= Harvard Analytical Framework =

Framework for gender analysis

The Harvard Analytical Framework, also called the Gender Roles Framework, is one of the earliest frameworks for understanding differences between men and women in their participation in the economy. Framework-based gender analysis has great importance in helping policy makers understand the economic case for allocating development resources to women as well as men.

==History==
The framework has its origins in 1980 with a request to Harvard University for Women In Development (WID) training from the World Bank. James Austin, who was well known for case-method training at Harvard, led a team with three women experienced in WID work: Catherine Overholt, Mary Anderson and Kathleen Cloud. These became known as the "Harvard Team".
The framework was elaborated by the Harvard Institute for International Development in collaboration with the WID office of USAID, and was first described in 1984 by Catherine Overholt and others. It was one of the earliest of such frameworks.
The starting point for the framework was the assumption that it makes economic sense for development aid projects to allocate resources to women as well as men, which will make development more efficient – a position named the “efficiency approach".

The Framework for People Oriented Planning in Refugee Situations, more often called the People-Oriented Planning Framework, or POP, is a framework based on the Harvard Framework that tries to overcome some of its initial weaknesses, and is designed for use in emergency situations. POP was developed for the United Nations High Commission for Refugees.
Other frameworks include Caroline Moser's Gender Planning Framework, Naila Kabeer's Social Relations Framework and the Womens Empowerment Framework.

==The framework==
The Harvard Analytical Framework is used to collect information from the community and from households.
It describes who does each activity, who has access and control of resources and the influences on gender roles.
The Activity Profile answers the question "Who does what?" for all relevant productive and reproductive tasks.
The Access and Control Profile identifies the resources used in the tasks identified in the Activity Profile, and defines who has access to these resources and who controls their use. It also identifies the benefits that are realized from each activity, and who has access to and control over these benefits. The final Influencing factors section identifies factors that cause the differences of roles of each gender identified in the two profiles. These may indicate areas where there is opportunity to change gender roles.
A project using the framework will have identification, design, implementation and evaluation stages. The framework also provides a series of checklists, questions to be asked at each stage.

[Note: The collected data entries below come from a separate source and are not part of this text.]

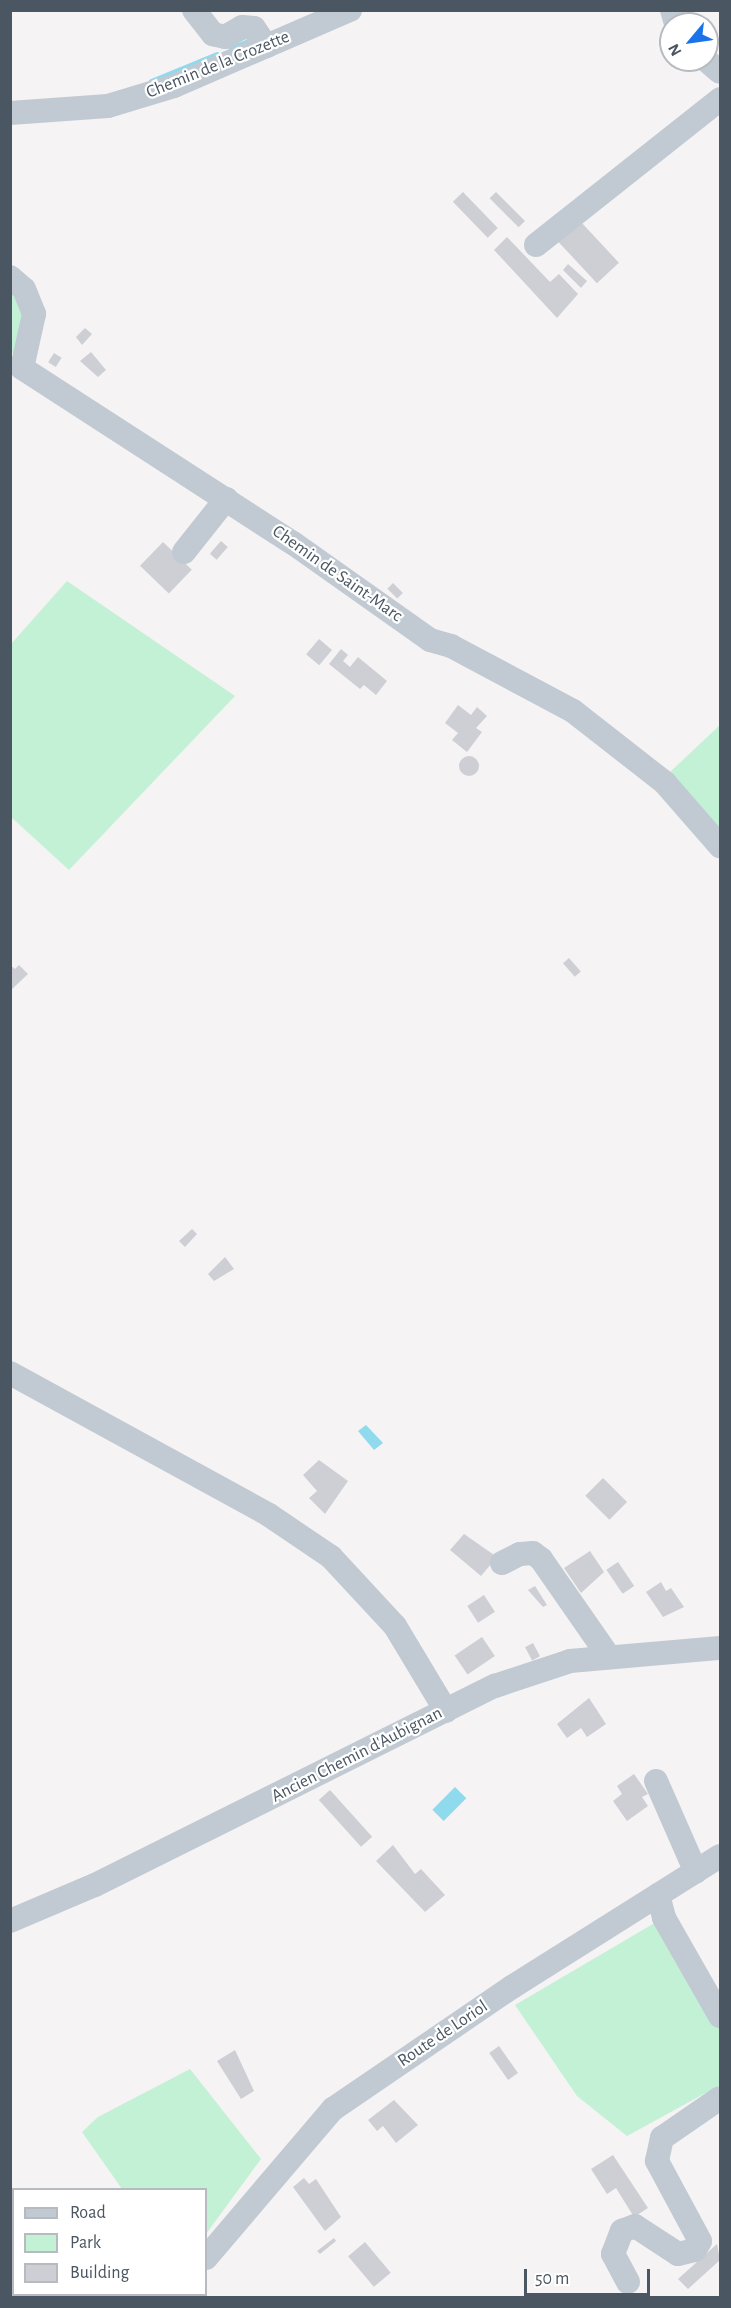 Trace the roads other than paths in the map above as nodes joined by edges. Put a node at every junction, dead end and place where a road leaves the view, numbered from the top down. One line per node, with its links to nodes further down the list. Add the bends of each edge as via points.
1 (194, 10): 3 (street, via 213,34 225,37 242,27 254,28)
2 (350, 10): 3 (street, Chemin de la Crozette)
3 (266, 46): 5 (street, Chemin de la Crozette, via 174,86 108,106)
4 (720, 99): 6 (street)
5 (10, 113)
6 (536, 245)
7 (10, 277): 8 (street, Chemin de Saint-Marc, via 24,289 33,314 22,368)
8 (226, 499): 9 (street); 10 (street, Chemin de Saint-Marc, via 430,640 451,646 573,711 665,783)
9 (184, 552)
10 (720, 846)
11 (10, 1373): 15 (street, via 269,1515 324,1551 395,1626)
12 (502, 1563): 14 (street, via 520,1554 533,1553 541,1559)
13 (720, 1648): 14 (street, Ancien Chemin d'Aubignan)
14 (609, 1657): 15 (street, Ancien Chemin d'Aubignan, via 570,1661 495,1686)
15 (446, 1711): 20 (street, Ancien Chemin d'Aubignan, via 95,1885)
16 (656, 1781): 18 (street)
17 (720, 1856): 18 (street, Route de Loriol)
18 (696, 1872): 19 (street, Route de Loriol)
19 (658, 1895): 21 (street, via 664,1918); 23 (street, Route de Loriol, via 512,1987 333,2109)
20 (10, 1921)
21 (720, 2016)
22 (720, 2098): 24 (street, via 663,2138 657,2161 700,2241 695,2250 678,2254 635,2226 622,2231 613,2254)
23 (207, 2257)
24 (628, 2282)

A more complete description of the framework is given in A Case Book: Gender Roles in Development Projects edited by Catherine Overholt, Mary B. Anderson, Kathleen Cloud, James E. Austin, published by Kumariyan Press in 1985.

==Strengths and weaknesses==
Being neutral and fact-oriented, the framework is useful in starting discussion on gender-related issues with people who otherwise resist thinking about the balance of power between men and women. It is also useful in presenting information to people who tend to see decisions in economic terms.
The framework applies best to projects addressing agricultural or rural based communities, or that are seeking poverty reduction through implementing a sustainable livelihood.

The Harvard Framework focuses on projects rather than programs, and on efficiency rather than effectiveness. It does not help identify strategic gender needs and gives no guidance on changing gender inequalities.
The framework assumes that gender needs should be addressed for the sake of economic efficiency, and gives less importance to the concepts of equity, power relations or decision-making processes.
The top-down check-box approach leads to simplification, ignoring the subjects' analysis of their situation and ignoring factors such as race, class, ethnicity and other types of relationships, essential in progressing efficiency itself.